这哭得眼泪鼻涕直流的丫头,怎么会可爱了?
孟慧茹却是不管那一套,她重生之后就没痛痛快快的哭过一场,这稍微开了头,居然一发不可收拾了。
亏得她是抄了近路着急出宫,否则单只这孤男寡女又是哭哭啼啼,只怕是就要百口莫辩了。
睿郡王觉得头大如斗,他不过是大年初一来给皇上拜年,怎么就遇上这么个好事!
“这,你,你别哭了!乖,听话!你是不是受了什么委屈?你说,我给你撑腰!”睿郡王像哄孩子一样说着傻话。他觉得自己真的就像个傻子,他明明应该是英明神武、高大威猛……
他正在骂自己,却不防一堆柴火猛地撞了过来!
“啊!郡王舅舅!你别动,让我哭一场!”孟慧茹抱着柴火就冲到了他的怀里!
两个人中间隔着一堆硬邦邦的柴火,根本接触不到,可是睿郡王却觉得心跳得厉害,就像是不受自己控制了一般。
他产生了强烈的想要将她拥抱在怀里,再不让她受委屈的冲动。
这种冲动……似乎又不是冲动。
他有些解释不清。
可是的确是他从来没有过的感觉。
他不是萧通,那煞星情窦初开,所以总爱傻笑。他之前也经历过感情,可是似乎都没有这等令他难以自持。
这丫头明明心机深沉,手段狠辣,一出手简直连萧通都得甘拜下风,什么疯马将人踏成肉泥,什么将人扔到虿盆一般的箱子里,他一个大男人想着都觉得过于残忍了。她又时常事事自己扛着,一点都不肯假手于人,好像什么事情都能一力承担。

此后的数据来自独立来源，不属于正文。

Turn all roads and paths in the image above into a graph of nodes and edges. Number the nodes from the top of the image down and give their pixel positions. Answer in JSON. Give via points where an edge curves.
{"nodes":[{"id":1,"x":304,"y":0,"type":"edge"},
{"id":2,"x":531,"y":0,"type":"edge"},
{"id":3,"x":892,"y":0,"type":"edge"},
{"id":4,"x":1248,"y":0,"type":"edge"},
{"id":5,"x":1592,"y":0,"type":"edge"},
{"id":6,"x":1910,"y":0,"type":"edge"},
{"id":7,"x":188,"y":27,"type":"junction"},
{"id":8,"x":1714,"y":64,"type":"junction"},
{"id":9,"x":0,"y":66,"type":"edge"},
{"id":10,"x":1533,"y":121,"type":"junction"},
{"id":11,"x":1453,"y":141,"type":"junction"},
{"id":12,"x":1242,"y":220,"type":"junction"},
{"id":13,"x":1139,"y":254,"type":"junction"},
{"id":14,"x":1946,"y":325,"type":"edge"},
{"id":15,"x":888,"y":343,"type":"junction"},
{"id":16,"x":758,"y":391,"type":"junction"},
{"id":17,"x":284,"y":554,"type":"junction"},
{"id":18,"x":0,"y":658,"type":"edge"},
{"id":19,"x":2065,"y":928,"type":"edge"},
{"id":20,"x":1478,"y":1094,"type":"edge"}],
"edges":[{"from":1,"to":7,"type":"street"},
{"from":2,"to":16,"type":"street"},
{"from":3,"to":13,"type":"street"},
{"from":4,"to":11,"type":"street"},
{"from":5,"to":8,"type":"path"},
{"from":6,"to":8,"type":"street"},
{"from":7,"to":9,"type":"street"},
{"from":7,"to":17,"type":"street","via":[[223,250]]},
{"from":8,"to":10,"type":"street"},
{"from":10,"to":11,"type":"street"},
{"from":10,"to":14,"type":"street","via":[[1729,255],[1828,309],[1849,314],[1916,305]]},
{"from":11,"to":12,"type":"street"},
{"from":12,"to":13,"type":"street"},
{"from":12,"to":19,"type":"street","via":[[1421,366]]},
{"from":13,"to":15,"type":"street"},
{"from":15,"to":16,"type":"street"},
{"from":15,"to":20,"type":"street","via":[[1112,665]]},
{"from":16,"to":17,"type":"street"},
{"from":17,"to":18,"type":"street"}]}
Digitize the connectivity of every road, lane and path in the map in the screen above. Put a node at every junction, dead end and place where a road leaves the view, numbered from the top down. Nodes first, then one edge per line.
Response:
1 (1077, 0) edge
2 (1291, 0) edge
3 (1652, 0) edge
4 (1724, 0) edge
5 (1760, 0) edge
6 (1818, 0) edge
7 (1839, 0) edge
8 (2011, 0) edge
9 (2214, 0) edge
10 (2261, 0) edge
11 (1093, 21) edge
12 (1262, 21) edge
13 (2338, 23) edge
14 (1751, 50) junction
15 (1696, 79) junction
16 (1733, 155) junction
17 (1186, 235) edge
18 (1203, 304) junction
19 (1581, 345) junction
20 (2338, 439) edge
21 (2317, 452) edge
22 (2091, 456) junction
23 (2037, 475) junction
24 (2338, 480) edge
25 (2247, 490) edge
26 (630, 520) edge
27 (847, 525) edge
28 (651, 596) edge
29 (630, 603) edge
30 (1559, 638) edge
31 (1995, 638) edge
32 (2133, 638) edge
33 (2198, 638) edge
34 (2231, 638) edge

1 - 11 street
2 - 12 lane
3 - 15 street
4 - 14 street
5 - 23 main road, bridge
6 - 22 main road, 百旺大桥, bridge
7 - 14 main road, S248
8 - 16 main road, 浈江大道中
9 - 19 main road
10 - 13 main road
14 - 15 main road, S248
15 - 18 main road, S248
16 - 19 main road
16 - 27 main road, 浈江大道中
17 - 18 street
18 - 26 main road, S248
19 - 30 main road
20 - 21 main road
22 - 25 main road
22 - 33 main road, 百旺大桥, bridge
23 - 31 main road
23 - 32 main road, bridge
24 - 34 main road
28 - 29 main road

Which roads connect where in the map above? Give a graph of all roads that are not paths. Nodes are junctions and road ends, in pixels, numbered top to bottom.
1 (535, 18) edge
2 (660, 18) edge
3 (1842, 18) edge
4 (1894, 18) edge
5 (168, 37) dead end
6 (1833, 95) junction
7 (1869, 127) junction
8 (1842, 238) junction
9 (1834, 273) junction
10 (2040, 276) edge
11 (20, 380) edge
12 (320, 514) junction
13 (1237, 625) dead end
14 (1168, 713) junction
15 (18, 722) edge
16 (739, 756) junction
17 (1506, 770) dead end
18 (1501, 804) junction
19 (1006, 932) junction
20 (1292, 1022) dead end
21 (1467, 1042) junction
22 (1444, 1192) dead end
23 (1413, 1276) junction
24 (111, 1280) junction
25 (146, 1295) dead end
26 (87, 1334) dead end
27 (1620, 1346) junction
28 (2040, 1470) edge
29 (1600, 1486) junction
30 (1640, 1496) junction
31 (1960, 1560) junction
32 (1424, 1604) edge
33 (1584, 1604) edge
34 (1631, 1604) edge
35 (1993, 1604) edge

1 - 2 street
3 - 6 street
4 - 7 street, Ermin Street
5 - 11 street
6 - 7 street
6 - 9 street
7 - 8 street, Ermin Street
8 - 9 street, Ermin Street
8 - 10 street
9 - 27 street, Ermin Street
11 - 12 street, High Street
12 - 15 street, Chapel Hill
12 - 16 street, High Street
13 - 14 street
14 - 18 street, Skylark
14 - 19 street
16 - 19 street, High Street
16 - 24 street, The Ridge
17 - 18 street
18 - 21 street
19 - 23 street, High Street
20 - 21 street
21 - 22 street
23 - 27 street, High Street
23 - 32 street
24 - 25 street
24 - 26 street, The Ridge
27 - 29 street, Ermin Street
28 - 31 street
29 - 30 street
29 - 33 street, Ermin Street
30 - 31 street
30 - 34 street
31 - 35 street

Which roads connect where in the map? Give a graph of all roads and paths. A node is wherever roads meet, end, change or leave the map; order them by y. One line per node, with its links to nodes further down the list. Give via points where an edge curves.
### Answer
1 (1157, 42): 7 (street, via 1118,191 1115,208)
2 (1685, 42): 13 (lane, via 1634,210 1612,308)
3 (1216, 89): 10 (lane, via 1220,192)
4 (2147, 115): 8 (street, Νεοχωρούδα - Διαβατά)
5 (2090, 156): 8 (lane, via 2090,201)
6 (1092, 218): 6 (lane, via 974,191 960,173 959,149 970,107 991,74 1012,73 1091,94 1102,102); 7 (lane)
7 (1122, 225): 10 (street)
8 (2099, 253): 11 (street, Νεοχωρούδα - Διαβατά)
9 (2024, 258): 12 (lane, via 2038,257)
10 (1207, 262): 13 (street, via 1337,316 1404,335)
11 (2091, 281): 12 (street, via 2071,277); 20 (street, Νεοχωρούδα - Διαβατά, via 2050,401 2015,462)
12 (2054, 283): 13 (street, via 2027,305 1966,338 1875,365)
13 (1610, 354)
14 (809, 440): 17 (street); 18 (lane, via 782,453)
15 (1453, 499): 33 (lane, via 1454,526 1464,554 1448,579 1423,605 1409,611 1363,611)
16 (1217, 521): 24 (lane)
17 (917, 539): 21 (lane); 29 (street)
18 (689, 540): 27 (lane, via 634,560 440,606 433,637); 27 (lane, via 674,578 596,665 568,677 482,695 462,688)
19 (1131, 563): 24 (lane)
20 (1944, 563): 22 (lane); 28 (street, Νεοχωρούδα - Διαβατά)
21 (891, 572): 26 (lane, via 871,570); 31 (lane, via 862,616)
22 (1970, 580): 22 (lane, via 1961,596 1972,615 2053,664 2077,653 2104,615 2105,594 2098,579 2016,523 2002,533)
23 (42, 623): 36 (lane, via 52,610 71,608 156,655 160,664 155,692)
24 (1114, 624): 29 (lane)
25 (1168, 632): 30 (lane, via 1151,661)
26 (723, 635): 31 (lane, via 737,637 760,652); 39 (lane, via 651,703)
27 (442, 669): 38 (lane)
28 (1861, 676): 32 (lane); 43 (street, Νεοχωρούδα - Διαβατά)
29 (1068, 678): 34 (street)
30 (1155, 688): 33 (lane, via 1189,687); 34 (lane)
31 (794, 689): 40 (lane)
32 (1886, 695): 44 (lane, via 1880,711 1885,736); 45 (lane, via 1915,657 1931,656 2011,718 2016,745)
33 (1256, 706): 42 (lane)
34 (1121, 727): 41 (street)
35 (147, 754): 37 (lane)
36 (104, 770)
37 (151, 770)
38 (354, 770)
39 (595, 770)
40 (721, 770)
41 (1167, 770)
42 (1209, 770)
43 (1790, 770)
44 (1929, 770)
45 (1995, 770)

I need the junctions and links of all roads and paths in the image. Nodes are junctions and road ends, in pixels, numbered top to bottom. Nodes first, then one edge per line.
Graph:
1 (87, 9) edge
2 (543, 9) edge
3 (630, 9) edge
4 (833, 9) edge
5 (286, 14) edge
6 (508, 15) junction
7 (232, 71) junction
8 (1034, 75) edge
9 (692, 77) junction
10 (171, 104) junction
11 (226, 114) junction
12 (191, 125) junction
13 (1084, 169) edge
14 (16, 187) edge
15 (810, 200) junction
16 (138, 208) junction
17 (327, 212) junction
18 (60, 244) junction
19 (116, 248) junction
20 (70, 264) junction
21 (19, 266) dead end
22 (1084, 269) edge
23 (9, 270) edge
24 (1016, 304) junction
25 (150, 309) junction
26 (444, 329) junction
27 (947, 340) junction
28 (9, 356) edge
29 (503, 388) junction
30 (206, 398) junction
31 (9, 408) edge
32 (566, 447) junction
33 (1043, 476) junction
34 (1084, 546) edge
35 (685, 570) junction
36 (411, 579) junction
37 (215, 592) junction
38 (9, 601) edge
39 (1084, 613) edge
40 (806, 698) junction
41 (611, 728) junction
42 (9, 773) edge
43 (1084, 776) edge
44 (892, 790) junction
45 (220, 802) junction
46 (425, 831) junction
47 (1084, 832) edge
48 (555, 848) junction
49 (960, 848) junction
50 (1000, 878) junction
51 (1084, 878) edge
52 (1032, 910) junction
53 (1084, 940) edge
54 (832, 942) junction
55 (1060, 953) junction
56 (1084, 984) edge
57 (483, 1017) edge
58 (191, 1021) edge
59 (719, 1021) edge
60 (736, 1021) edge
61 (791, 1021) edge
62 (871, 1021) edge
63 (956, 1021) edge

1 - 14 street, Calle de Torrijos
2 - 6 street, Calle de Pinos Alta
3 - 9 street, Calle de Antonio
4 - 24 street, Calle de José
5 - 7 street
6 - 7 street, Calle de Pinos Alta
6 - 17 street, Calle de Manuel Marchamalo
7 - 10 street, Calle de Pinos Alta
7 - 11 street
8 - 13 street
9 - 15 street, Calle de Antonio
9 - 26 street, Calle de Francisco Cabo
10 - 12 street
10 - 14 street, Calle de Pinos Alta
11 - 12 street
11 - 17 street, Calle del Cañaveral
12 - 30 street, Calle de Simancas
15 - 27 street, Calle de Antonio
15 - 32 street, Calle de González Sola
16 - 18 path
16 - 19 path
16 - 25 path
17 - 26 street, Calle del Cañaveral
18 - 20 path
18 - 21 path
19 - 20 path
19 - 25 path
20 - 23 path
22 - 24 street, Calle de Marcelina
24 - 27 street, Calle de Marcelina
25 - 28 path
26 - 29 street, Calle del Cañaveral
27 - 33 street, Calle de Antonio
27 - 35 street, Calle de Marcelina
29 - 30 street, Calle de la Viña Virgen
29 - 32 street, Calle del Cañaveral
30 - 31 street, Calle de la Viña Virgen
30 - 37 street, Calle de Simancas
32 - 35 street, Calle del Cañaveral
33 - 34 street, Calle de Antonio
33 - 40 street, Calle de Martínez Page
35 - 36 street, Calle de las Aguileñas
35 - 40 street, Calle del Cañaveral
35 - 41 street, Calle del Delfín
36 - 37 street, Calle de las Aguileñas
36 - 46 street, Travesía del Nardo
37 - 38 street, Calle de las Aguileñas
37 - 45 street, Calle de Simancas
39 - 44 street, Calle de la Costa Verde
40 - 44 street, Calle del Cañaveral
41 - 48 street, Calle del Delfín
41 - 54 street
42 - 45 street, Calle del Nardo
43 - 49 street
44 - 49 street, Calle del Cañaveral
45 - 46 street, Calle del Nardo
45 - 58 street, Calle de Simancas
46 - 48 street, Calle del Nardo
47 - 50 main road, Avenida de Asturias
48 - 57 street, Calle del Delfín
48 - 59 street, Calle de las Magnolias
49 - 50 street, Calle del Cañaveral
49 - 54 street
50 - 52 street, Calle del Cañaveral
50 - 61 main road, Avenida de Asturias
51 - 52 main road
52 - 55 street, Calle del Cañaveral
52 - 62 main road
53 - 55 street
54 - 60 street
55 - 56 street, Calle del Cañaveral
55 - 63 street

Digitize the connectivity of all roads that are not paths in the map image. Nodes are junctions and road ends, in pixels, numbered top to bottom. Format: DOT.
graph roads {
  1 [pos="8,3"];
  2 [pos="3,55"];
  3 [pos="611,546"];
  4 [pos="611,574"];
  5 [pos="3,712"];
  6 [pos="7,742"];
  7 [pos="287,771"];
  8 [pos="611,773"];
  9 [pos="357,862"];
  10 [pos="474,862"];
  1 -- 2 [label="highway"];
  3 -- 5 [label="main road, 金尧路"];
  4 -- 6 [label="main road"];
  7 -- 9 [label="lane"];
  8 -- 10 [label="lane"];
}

即便是前几天他主动相助的时候,她似乎也是慌乱居多,却不曾露出半分的软弱和无力。
怎么看她也不像是个才十五岁的小姑娘。
可是偏偏今日,她却哭得像个最最可怜,最最无辜的小孩子,那样的肆无忌惮,那样的孤助无缘……
她是不是只对自己这样哭?只对自己这样信任?
睿郡王莫名的就觉得很幸福,这种被她信任着的感觉是一种幸福。
不知道过了多久,睿郡王觉得胸口那硬邦邦的东西不见了。
他低头看了看,发现自己那身淡青色的衣衫已经变得脏污一片……他嘴角抽了抽,到底还是没说话。
“对,对不起。我……我今天实在是太失态了……”孟慧茹哽咽了两声,咽下最后一滴泪水,她有些不好意思,总觉得好像将自己最不该暴露在人前的一面暴露了。
她一直抱着那些燔柴,也有些累了,便小心翼翼的放在了一边。
可是,一想到天上下着雪,会不会将燔柴打湿,到时候又如何能说这柴火本来就是湿的?